Some recent examples are:

• Cadillac, a renowned auto player, bet on virtual dealerships and planned to set up showrooms in select stores where buyers can get a car serviced or learn about products via virtual reality headsets without getting behind the wheel.
• Lockheed Martin, an American global aerospace, defense, security, and advanced technologies company with worldwide interests, rigged a school bus with ‘Group VR’ to take kids on a tour of Mars.
• McDonald’s, the food chain giant, figured out how to turn Happy Meal boxes into VR headsets.
• Sephora, a French chain of cosmetics stores, unveiled an AR app that uses a tablet or smartphone webcam to capture a shopper’s face in real time, and then ‘apply’ any of the more than 3,000 lipstick shades.
• Auto giant Tesla started hiring experts in AR.
• United Airlines used VR to show off its swanky new business class.
• Hospitality player Virgin Holidays offered a ‘try before you buy’ vacation experience that allows potential customers to virtually walk around their intended vacation destination.

Problem of Big Data

With advancement in both VR and AR, the question soon arises which of the two will nurture the seeds of tomorrow. On the brim of technology convergence, intellects were faced with the problem of Big Data. Huge chunk of information was received as the breath life of digital ecosystem, but what to do with the information remained a question until AR came into the picture. Capitalizing on this SWOT opportunity, Microsoft was seen heavily investing in its HoloLens project. Even tech players like Apple and Cupertino flocked to AR as a bee does to honey. CEO of Apple Inc. Tim Cook said, ‘Virtual reality sort of encloses and immerses the person into an experience that can be really cool, but probably has a lower commercial interest over time. Fewer people will be interested in that’.

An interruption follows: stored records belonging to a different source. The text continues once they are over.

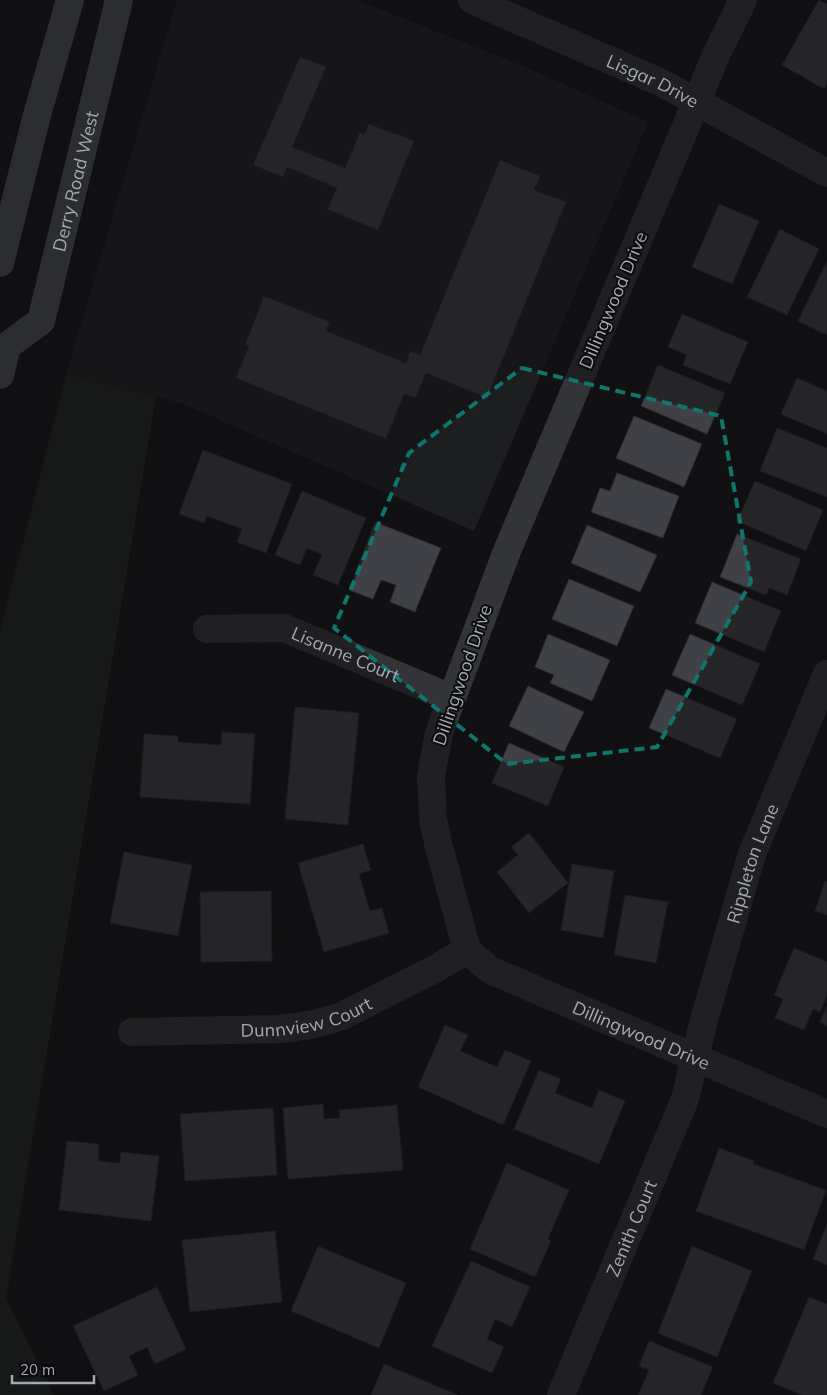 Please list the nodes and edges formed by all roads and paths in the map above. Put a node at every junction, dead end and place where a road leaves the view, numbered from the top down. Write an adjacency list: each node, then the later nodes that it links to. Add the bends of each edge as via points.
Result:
1 (70, 0): 7 (main road)
2 (119, 0): 8 (main road, Derry Road West, via 41,322)
3 (472, 0): 5 (street, Lisgar Drive)
4 (743, 0): 5 (street, Dillingwood Drive)
5 (698, 101): 6 (street, Lisgar Drive); 12 (street, Dillingwood Drive, via 507,551)
6 (827, 173)
7 (0, 263)
8 (4, 338): 9 (main road, Derry Road West)
9 (0, 375)
10 (207, 629): 12 (street, Lisanne Court, via 284,628)
11 (827, 674): 15 (street, Rippleton Lane, via 752,854)
12 (450, 698): 13 (street, Dillingwood Drive, via 434,755 431,796 438,843)
13 (467, 950): 14 (street, Dunnview Court, via 340,1017 310,1025 279,1029); 15 (street, Dillingwood Drive, via 490,970)
14 (132, 1032)
15 (696, 1059): 16 (street, Dillingwood Drive); 17 (street, Zenith Court, via 685,1099)
16 (827, 1114)
17 (560, 1395)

With both technologies weaving the perfect mystery of Robert Frost’s candid words in ‘Road Less Travelled’, it’s really hard to pick a winner. Honestly put, the masses will get to decide if they want to ‘live in the enhanced reality’ with AR or ‘escape into the neverlands’ with VR. Or even better, will the next gen decide upon a symbiotic future with both AR and VR coexisting for a more rounded human growth and development wherein AR could contribute to helping laypeople with improved decision-making capabilities, investing in knowledge, and more. On the other hand, VR could turn into an entertainment activity, to stimulate creativity, like in the field of gaming or experiential storytelling. In that case, well, the answer to “Which tech is the future?” would be both.